Iterating on a map from Guava Cache loses data

I started benchmarking ways to find key by value in Guava cache and I noticed strange behaviour related to concurrency level. I’m not sure if that’s a bug or undefined behaviour or maybe even expected but not specified.

My benchmark is supposed to find key by value in Guava Cache, not an usual thing to do, I know.

That’s my complete benchmark class:

@Fork(4)
@State(Scope.Benchmark)
@BenchmarkMode(Mode.AverageTime)
@OutputTimeUnit(TimeUnit.MICROSECONDS)
@Warmup(iterations = 1, time = 100, timeUnit = TimeUnit.MILLISECONDS)
@Measurement(iterations = 4, time = 100, timeUnit = TimeUnit.MILLISECONDS)
public class ValueByKey {

    private Long counter = 0L;

    private final int MAX = 2500;

    private final LoadingCache<String, Long> stringToLong = CacheBuilder.newBuilder()
        .concurrencyLevel(1)
        .maximumSize(MAX + 5)
        .build(new CacheLoader<String, Long>() {
            public Long load(String mString) {
                return generateIdByString(mString);
            }
        });

    private final Map<String, Long> mHashMap = new Hashtable<>(MAX);

    @Setup(Level.Trial)
    public void setup() {
        // Populate guava cache
        for(int i = 0; i <= MAX; i++) {
            try {
                stringToLong.get(UUID.randomUUID().toString());
            } catch (ExecutionException e) {
                e.printStackTrace();
                System.exit(1);
            }
        }
    }

    @Benchmark
    public String stringToIdByIteration() {
        Long randomNum = ThreadLocalRandom.current().nextLong(1L, MAX);

        for(Map.Entry<String, Long> entry : stringToLong.asMap().entrySet()) {
            if(Objects.equals(randomNum, entry.getValue())) {
                return entry.getKey();
            }
        }
        System.out.println("Returning null as value not found " + randomNum);
        return null;
    }

    @Benchmark
    public String stringToIdByIterationHashTable() {
        Long randomNum = ThreadLocalRandom.current().nextLong(1L, MAX);

        for(Map.Entry<String, Long> entry : mHashMap.entrySet()) {
            if(Objects.equals(randomNum, entry.getValue())) {
                return entry.getKey();
            }
        }
        System.out.println("Returning null as value not found " + randomNum);
        return null;
    }

    private Long generateIdByString(final String mString) {
        mHashMap.put(mString, counter++);
        return counter;
    }

}

What I noticed is when I change .concurrencyLevel(1) to number different than 1 I’m starting to lose data.
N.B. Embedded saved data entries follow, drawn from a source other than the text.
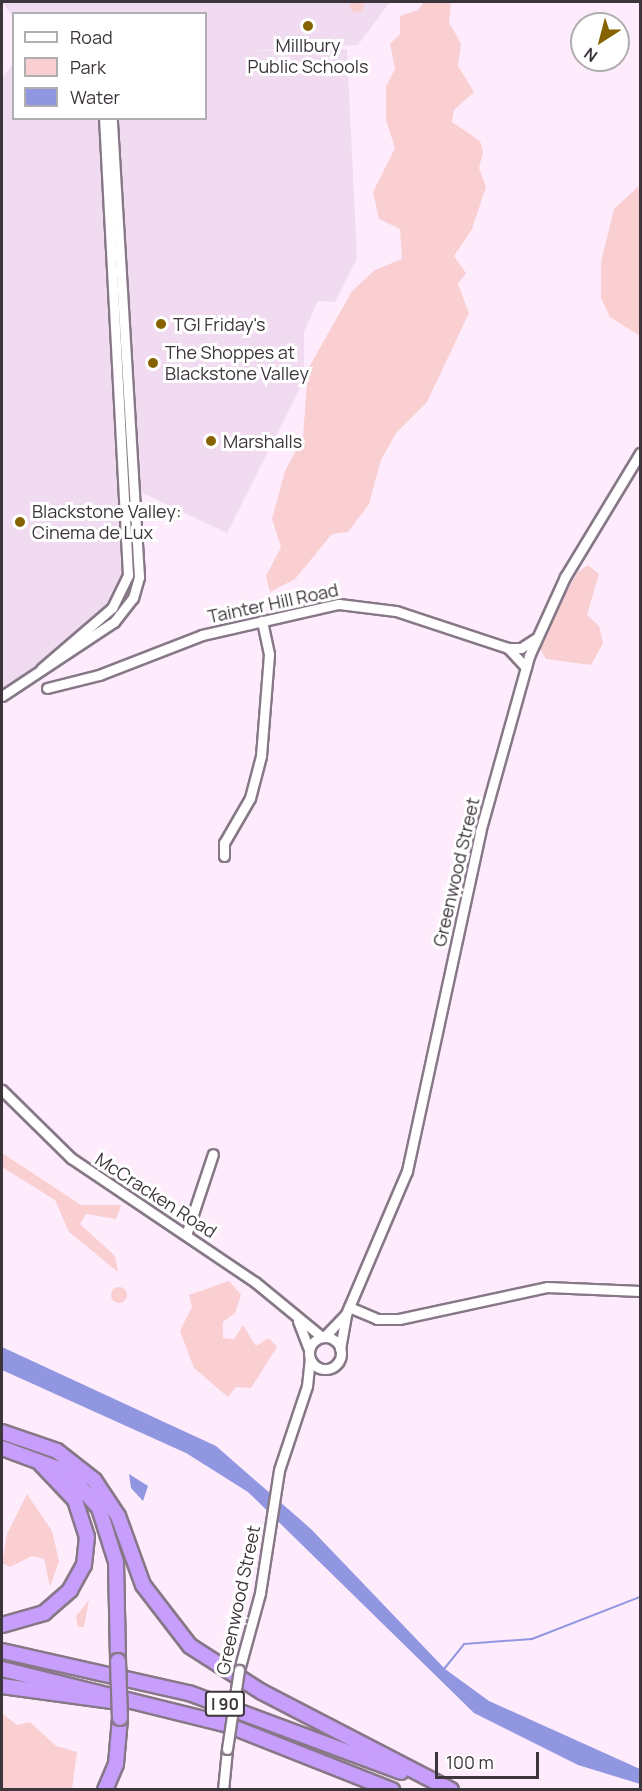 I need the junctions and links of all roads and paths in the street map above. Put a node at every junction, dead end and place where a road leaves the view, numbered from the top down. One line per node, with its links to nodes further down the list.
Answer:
1 (104, 120): 8 (street)
2 (112, 120): 8 (street)
3 (640, 453): 5 (street, Greenwood Street)
4 (262, 621): 6 (street, Tainter Hill Road); 9 (street, Tainter Hill Road); 11 (street)
5 (536, 638): 6 (street); 7 (street, Greenwood Street)
6 (508, 648): 7 (street, Tainter Hill Road)
7 (526, 667): 16 (street, Greenwood Street)
8 (39, 671): 10 (street)
9 (47, 688)
10 (2, 696)
11 (224, 856)
12 (2, 1090): 14 (street, McCracken Road)
13 (213, 1154): 14 (street)
14 (186, 1235): 17 (street, McCracken Road)
15 (640, 1291): 16 (street)
16 (348, 1310): 18 (street, Greenwood Street); 20 (street, Greenwood Street)
17 (298, 1321): 18 (street, McCracken Road); 19 (street, McCracken Road)
18 (323, 1337): 19 (street); 20 (street)
19 (309, 1349): 21 (street)
20 (340, 1349): 22 (street)
21 (310, 1359): 22 (street); 23 (street, Greenwood Street)
22 (325, 1369): 23 (street, Greenwood Street)
23 (307, 1386): 37 (street, Greenwood Street, bridge)
24 (2, 1432): 27 (highway)
25 (2, 1448): 26 (highway)
26 (18, 1451): 28 (highway); 30 (highway)
27 (108, 1502): 30 (highway); 40 (highway)
28 (2, 1625)
29 (2, 1651): 39 (highway, I 90)
30 (122, 1662): 33 (highway)
31 (2, 1669): 34 (highway, I 90)
32 (2, 1686): 34 (highway)
33 (125, 1719): 35 (highway); 36 (highway)
34 (225, 1724): 38 (highway, I 90)
35 (105, 1790)
36 (115, 1790)
37 (223, 1790)
38 (392, 1790)
39 (438, 1790)
40 (452, 1790)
The following output is from concurrency level 4:

Iteration   1: Returning null as value not found 107
Returning null as value not found 43
Returning null as value not found 20
Returning null as value not found 77
Returning null as value not found 127
Returning null as value not found 35
Returning null as value not found 83
Returning null as value not found 43
Returning null as value not found 127
Returning null as value not found 107
Returning null as value not found 83
Returning null as value not found 82
Returning null as value not found 40
Returning null as value not found 58
Returning null as value not found 127
Returning null as value not found 114
Returning null as value not found 119
Returning null as value not found 43
Returning null as value not found 114
Returning null as value not found 18
Returning null as value not found 58
66.778 us/op

I noticed I never lose any data when using HashMap or HashTable for using the same code, it also performs much better:


Benchmark Mode Cnt Score Error Units
ValueByKey.stringToIdByIteration avgt 16 54.639 ± 7.695 us/op
ValueByKey.stringToIdByIterationHashTable avgt 16 11.014 ± 0.516 us/op

Is my code wrong or is that Guava can’t properly handle partitioned HashTable with concurrency level higher than 1?

  • The concurrency level option is used to partition the table internally such that updates can occur without contention.
  • The ideal setting would be the maximum number of threads that could potentially access the cache at one time.